Alfonso Samengo: «Oggi vorrei parlarvi di mio padre, Francesco»

di PINO NANOUn Parco per Bambini a Cittanova porterà il nome di Francesco Samengo, già presidente Unicef, morto a causa del Covid nel novembre 2020. 

La cerimonia di intitolazione avverrà il 31 agosto prossimo. Il Parco, già corredato di giochi, sarà arricchito di una giostra per bambini con disabilità, al fine di consentire una migliore forma di inclusione. Alla manifestazione, promossa dall’Amministrazione Comunale di Cittanova, saranno presenti il sindaco Domenico Antico, il Presidente del Consiglio Comunale Francesco Rao, ma anche rappresentati dell’Unicef nazionale Patrizia Surace e Michele Affidato, il presidente di Unicef Calabria Giuseppe Raiola, nonché il figlio del compianto presidente Samengo, il collega giornalista Alfonso, oggi vicedirettore del Tg2, che ha accettato di rilasciare al nostro giornale un ricordo di suo padre. 

-Alfonso, che sentimento hai provato alla notizia dell’intitolazione di un parco per bambini alla figura di tuo padre?

«La decisione dell’Amministrazione comunale di Cittanova mi ha commosso. Confesso proprio che si tratta di un sentimento di commozione, perché parlo da figlio che ha sempre considerato il proprio padre come modello di intraprendenza e di generosità». 
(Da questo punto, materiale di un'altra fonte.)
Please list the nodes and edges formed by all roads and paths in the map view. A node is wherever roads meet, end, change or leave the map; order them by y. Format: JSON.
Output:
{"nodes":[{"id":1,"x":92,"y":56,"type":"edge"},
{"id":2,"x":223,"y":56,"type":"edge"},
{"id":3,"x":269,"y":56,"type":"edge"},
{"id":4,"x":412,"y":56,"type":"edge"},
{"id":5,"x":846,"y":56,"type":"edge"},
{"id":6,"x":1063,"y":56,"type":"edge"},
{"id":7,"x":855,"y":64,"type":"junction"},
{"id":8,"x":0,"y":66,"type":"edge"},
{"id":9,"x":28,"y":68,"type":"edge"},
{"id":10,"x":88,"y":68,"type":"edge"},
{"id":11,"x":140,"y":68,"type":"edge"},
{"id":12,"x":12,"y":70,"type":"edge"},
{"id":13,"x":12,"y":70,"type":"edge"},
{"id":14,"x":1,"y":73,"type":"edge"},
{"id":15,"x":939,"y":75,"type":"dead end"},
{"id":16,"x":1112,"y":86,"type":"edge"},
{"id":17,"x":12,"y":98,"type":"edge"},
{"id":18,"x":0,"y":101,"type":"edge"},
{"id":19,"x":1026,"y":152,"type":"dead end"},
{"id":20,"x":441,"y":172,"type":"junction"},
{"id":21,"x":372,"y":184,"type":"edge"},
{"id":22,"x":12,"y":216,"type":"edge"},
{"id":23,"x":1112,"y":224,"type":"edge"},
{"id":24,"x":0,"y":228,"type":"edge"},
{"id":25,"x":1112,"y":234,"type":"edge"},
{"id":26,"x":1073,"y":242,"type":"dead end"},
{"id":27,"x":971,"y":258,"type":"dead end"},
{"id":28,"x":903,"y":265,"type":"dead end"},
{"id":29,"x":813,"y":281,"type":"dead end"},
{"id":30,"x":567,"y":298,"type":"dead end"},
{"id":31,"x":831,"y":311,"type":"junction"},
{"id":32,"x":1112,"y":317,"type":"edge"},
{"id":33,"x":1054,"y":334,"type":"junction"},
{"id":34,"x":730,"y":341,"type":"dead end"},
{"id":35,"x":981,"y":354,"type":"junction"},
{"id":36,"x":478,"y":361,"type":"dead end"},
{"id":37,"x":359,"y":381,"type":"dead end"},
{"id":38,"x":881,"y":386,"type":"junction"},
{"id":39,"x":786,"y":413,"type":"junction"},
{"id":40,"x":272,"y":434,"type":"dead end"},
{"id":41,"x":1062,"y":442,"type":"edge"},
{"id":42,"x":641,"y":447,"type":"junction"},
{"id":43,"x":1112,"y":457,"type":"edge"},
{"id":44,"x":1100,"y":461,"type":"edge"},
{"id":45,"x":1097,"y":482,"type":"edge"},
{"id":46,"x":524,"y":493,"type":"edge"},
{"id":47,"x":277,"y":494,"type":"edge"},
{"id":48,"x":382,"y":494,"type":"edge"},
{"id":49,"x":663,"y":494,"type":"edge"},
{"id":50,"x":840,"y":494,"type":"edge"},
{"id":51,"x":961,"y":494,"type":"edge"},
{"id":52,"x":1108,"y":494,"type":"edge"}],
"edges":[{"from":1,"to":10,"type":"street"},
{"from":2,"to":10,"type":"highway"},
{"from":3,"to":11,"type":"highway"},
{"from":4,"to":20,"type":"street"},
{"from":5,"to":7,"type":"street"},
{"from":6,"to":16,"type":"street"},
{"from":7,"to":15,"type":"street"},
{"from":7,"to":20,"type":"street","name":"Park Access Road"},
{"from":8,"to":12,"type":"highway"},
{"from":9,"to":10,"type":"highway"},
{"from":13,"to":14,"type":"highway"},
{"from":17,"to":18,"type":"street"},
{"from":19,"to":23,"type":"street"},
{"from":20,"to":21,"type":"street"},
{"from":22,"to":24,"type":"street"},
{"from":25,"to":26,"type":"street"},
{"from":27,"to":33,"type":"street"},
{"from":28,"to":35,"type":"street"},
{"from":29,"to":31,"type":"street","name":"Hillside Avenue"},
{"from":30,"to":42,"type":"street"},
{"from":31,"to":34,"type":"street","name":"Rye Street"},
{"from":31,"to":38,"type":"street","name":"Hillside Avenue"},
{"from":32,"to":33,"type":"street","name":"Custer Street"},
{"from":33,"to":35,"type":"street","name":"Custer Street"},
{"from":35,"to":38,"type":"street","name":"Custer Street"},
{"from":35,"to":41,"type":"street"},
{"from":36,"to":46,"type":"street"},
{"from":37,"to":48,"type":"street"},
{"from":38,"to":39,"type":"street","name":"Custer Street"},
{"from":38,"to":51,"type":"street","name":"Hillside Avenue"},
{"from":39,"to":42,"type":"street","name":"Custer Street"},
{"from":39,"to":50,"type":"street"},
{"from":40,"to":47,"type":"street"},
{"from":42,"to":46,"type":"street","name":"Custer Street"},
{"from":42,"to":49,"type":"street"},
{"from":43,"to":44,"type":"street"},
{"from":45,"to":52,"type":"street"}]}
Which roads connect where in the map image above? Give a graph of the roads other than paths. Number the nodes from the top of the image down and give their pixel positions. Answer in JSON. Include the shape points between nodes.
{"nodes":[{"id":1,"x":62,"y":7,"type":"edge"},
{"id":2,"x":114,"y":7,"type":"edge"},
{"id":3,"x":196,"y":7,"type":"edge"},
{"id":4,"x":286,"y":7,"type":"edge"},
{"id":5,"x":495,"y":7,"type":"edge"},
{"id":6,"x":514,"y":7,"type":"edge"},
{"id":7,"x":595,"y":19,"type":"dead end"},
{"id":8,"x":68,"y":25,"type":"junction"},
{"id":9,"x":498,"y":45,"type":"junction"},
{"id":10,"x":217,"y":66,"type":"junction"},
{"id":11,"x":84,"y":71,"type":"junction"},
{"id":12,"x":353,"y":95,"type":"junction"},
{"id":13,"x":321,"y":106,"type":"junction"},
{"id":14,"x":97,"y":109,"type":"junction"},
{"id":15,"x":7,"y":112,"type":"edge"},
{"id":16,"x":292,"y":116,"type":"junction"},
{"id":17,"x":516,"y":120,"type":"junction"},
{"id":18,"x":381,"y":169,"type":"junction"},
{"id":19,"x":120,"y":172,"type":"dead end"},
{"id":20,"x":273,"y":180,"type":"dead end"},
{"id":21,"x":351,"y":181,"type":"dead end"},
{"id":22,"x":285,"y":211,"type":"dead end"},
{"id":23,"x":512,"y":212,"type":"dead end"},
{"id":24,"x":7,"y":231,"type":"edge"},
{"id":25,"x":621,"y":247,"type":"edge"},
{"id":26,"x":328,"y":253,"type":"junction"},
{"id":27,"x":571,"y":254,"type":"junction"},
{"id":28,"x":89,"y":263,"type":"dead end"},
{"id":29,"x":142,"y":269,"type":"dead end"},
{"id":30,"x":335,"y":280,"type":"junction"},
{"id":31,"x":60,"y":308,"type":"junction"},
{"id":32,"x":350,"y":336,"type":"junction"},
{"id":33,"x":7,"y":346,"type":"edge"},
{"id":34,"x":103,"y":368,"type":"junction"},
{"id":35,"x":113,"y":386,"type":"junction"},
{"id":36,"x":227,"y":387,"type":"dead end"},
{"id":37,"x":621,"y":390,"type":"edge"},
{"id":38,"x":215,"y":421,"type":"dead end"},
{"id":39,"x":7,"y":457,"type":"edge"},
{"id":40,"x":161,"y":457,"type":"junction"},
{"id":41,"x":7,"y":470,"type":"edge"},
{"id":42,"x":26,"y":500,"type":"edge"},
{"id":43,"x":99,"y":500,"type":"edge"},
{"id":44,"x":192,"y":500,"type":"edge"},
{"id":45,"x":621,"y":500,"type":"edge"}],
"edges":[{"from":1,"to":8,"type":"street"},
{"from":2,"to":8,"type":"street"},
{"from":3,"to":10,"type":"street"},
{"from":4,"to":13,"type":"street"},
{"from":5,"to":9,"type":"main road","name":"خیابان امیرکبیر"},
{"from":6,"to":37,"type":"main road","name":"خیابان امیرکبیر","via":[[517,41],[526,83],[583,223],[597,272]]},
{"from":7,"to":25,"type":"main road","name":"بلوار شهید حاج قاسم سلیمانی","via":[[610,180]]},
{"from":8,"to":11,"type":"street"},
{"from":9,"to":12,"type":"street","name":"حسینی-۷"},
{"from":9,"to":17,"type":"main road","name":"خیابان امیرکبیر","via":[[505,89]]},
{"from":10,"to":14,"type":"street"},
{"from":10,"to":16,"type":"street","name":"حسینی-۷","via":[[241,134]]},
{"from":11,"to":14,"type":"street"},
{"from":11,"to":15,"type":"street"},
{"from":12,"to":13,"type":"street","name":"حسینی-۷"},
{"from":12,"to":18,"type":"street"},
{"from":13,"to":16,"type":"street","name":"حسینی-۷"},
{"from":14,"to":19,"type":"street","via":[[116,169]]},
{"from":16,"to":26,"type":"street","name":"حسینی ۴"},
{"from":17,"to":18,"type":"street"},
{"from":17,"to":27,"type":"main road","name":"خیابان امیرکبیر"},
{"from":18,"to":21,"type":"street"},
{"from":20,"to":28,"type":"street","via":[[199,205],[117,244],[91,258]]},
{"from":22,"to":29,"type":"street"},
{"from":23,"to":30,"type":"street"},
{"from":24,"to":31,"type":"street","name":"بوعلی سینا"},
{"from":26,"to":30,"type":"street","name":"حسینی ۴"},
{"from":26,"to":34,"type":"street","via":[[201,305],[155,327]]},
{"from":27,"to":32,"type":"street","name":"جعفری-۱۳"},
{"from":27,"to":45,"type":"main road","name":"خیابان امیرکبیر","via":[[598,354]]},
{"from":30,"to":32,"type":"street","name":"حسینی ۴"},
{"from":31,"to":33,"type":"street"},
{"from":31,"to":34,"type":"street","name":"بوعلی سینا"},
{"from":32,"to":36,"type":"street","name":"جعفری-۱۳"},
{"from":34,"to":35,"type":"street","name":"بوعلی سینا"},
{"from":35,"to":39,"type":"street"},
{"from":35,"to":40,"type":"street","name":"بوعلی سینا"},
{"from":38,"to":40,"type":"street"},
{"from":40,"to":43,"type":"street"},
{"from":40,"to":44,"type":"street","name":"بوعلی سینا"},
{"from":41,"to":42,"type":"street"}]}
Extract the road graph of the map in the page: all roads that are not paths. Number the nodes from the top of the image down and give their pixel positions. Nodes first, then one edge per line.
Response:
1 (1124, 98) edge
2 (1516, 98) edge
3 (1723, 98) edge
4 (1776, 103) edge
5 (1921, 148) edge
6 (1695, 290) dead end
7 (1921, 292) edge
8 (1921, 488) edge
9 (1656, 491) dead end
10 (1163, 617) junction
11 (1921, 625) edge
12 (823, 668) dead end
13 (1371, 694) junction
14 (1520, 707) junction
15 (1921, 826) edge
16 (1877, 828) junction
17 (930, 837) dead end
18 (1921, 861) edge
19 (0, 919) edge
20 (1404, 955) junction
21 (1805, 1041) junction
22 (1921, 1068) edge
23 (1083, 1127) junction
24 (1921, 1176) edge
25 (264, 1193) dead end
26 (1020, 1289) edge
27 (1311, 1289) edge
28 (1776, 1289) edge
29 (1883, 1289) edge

-Posso chiederti di raccontarmi tuo padre?

«Mio padre era innanzitutto un inguaribile innamorato della sua terra e della sua gente. Nonostante si fosse trasferito negli ultimi anni con la famiglia a Roma, ha sempre mantenuto un legame strettissimo con la Calabria ed ha voluto conservare fino alla fine la propria residenza a Cassano Ionio dove era nato e cresciuto».

-Diciamola tutta. Tuo padre era un personaggio illustre, molto conosciuto nella politica degli anni 80 e 90. Ha militato nella Democrazia Cristiana, al fianco di Carmelino Pujia potente assessore regionale e poi sottosegretario. Come lo ricordi in quegli anni?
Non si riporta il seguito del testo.